Count buggy vs non-buggy by employer
Company: TikTok
Role: Data Scientist
Category: Data Manipulation (SQL/Python)
Difficulty: Medium
Interview Round: Take-home Project
Count buggy vs non-buggy submissions for each employer_id, including employers with zero submissions. Return employer_id, buggy_count, non_buggy_count, ordered by employer_id. Write a single SQL query using conditional aggregation. Also show how you would adapt it if submission status were a string column instead of boolean.

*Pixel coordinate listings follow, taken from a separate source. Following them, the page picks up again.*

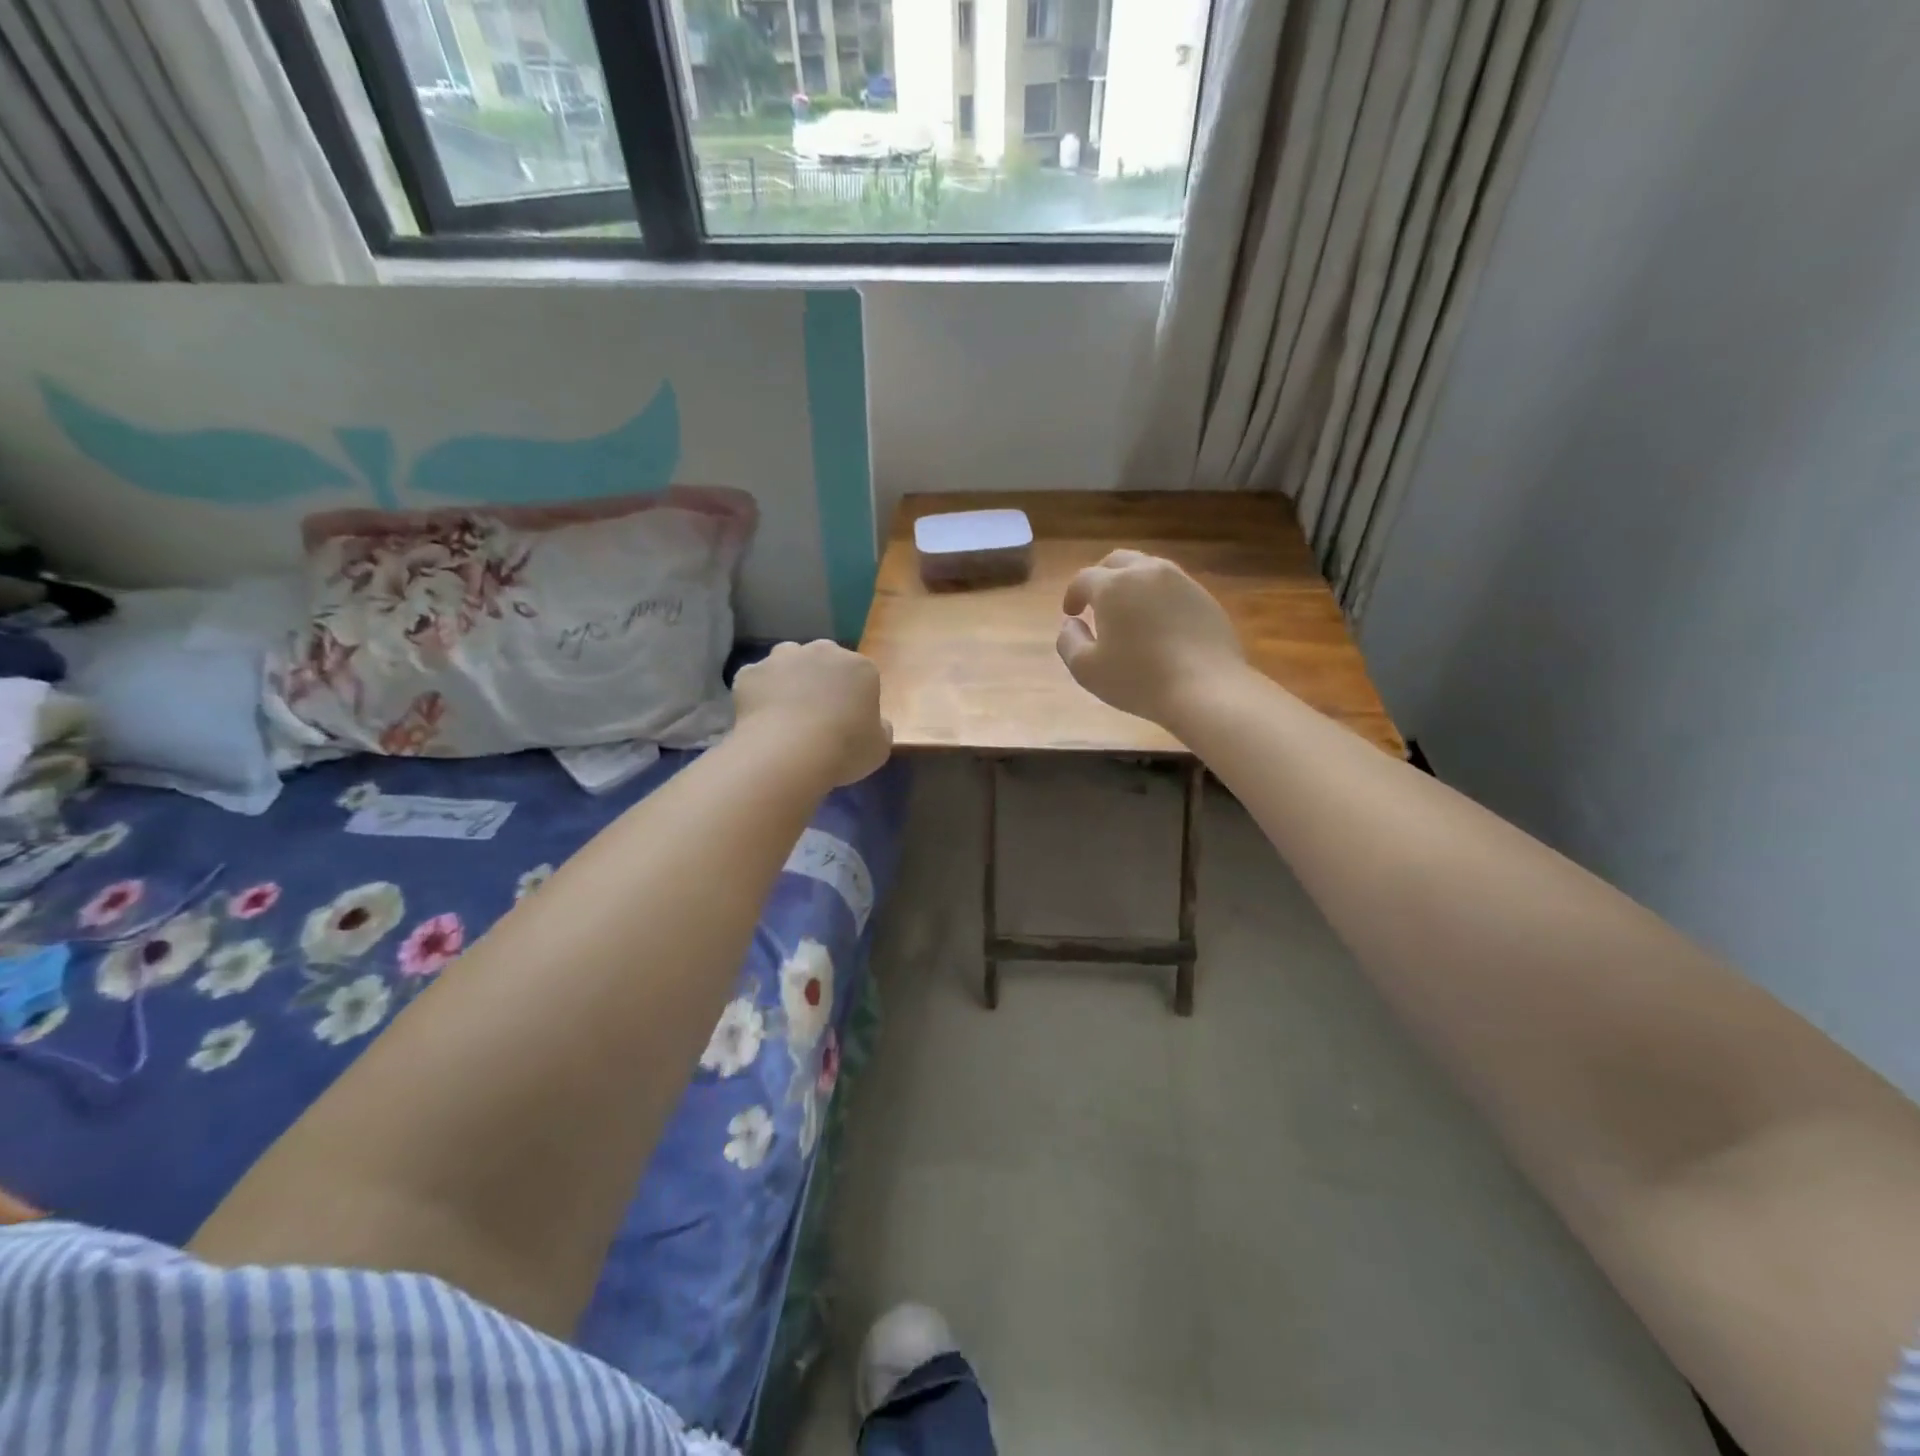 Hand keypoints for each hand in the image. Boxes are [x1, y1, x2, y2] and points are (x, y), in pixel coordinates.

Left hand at [732, 640, 892, 786]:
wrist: (788, 753)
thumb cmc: (844, 749)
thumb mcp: (879, 748)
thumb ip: (880, 729)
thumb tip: (875, 723)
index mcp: (860, 667)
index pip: (862, 675)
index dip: (855, 698)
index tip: (848, 722)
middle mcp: (822, 651)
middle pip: (823, 660)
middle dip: (821, 680)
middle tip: (817, 714)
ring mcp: (782, 658)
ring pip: (787, 661)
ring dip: (788, 678)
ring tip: (786, 712)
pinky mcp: (750, 672)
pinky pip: (756, 680)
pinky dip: (758, 693)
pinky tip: (760, 718)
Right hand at [1056, 549, 1246, 727]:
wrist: (1206, 689)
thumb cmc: (1139, 680)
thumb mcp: (1086, 669)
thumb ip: (1069, 641)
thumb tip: (1071, 624)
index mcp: (1113, 586)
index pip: (1084, 578)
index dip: (1073, 594)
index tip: (1071, 613)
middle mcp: (1147, 572)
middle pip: (1118, 561)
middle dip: (1102, 577)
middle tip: (1096, 601)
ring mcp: (1181, 582)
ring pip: (1149, 570)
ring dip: (1132, 584)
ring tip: (1129, 611)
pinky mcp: (1205, 598)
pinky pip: (1174, 588)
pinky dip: (1159, 598)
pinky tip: (1159, 625) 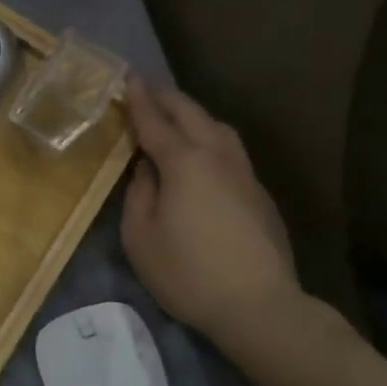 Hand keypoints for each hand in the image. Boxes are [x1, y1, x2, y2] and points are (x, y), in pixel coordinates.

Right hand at [120, 83, 300, 336]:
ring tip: (175, 116)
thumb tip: (146, 169)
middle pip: (192, 115)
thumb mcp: (140, 236)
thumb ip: (138, 194)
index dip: (138, 100)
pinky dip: (210, 137)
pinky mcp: (259, 194)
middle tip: (146, 90)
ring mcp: (245, 174)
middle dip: (167, 98)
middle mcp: (217, 158)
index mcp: (184, 163)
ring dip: (194, 115)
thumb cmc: (188, 272)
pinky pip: (230, 150)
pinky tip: (201, 154)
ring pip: (219, 128)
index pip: (155, 122)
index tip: (127, 79)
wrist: (259, 307) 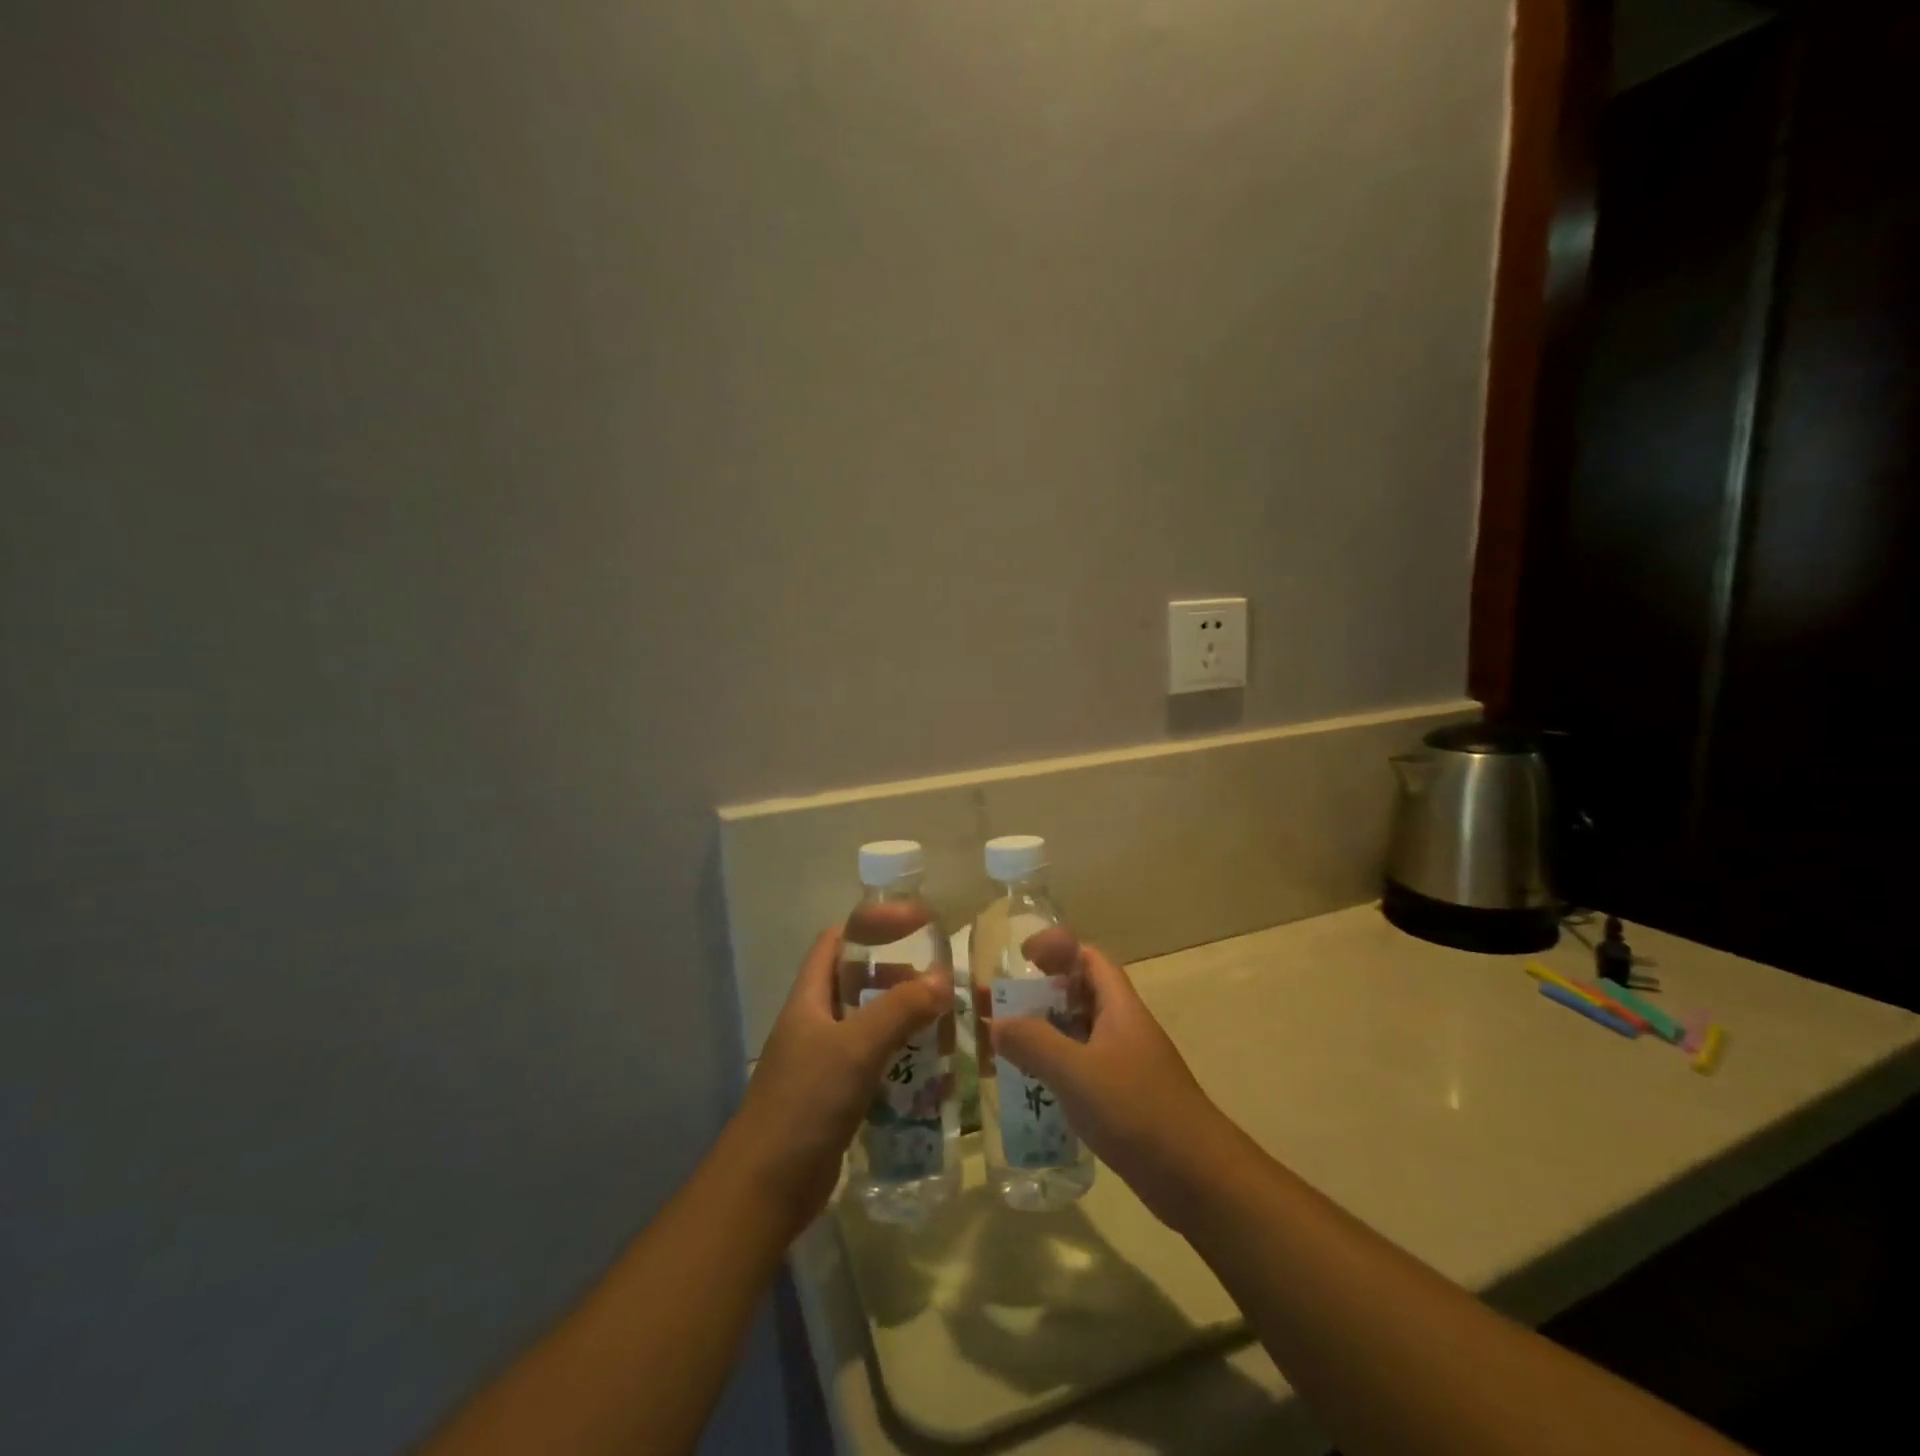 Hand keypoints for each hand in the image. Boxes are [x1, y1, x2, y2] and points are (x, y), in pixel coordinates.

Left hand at [729, 928, 950, 1235]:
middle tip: (939, 981)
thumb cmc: (805, 1102)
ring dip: (902, 1022)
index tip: (912, 926)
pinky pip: (872, 1067)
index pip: (834, 943)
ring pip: (868, 1027)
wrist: (766, 1187)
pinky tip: (929, 1073)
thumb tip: (943, 979)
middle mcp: (814, 1025)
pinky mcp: (835, 1099)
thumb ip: (900, 1009)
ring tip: (944, 1022)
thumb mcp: (856, 1047)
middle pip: (856, 984)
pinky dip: (899, 1062)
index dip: (869, 927)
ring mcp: (822, 1064)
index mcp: (809, 1000)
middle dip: (896, 978)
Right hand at [993, 942, 1235, 1229]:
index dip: (1056, 949)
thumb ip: (1034, 1043)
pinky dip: (1052, 1071)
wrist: (1197, 1178)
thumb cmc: (1138, 1111)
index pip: (1088, 958)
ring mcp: (1123, 1065)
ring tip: (997, 1046)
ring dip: (1039, 1036)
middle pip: (1076, 996)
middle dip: (1034, 996)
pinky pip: (1079, 1071)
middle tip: (993, 1005)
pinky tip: (1026, 1089)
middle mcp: (1122, 1028)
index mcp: (1119, 1007)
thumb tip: (996, 1024)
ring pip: (1075, 1036)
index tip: (1020, 958)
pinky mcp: (1121, 1100)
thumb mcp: (1078, 1072)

Schema and sample data:
Tables
- employers(employer_id INT PRIMARY KEY, name VARCHAR(100) NOT NULL)
- submissions(submission_id INT PRIMARY KEY, employer_id INT NOT NULL, created_at DATE NOT NULL, is_buggy BOOLEAN NOT NULL)
Sample rows (employers)
employer_id | name
1 | Acme
2 | Globex
3 | Initech
Sample rows (submissions)
submission_id | employer_id | created_at | is_buggy
10 | 1 | 2025-08-20 | TRUE
11 | 1 | 2025-08-21 | FALSE
12 | 1 | 2025-08-22 | TRUE
13 | 2 | 2025-08-23 | FALSE
14 | 2 | 2025-08-24 | FALSE
Expected result
employer_id | buggy_count | non_buggy_count
1 | 2 | 1
2 | 0 | 2
3 | 0 | 0
Sub-questions:
- Provide the LEFT JOIN + GROUP BY solution with SUM(CASE WHEN is_buggy THEN 1 ELSE 0 END) and SUM(CASE WHEN NOT is_buggy THEN 1 ELSE 0 END).
- Show the variant when status is a STRING column status IN ('buggy','non_buggy').
- Explain how your query remains correct if a new employer is added with no submissions.
Quick Answer: This question evaluates proficiency in SQL data manipulation—particularly conditional aggregation and join semantics—for counting categorized records across related tables in a data science context.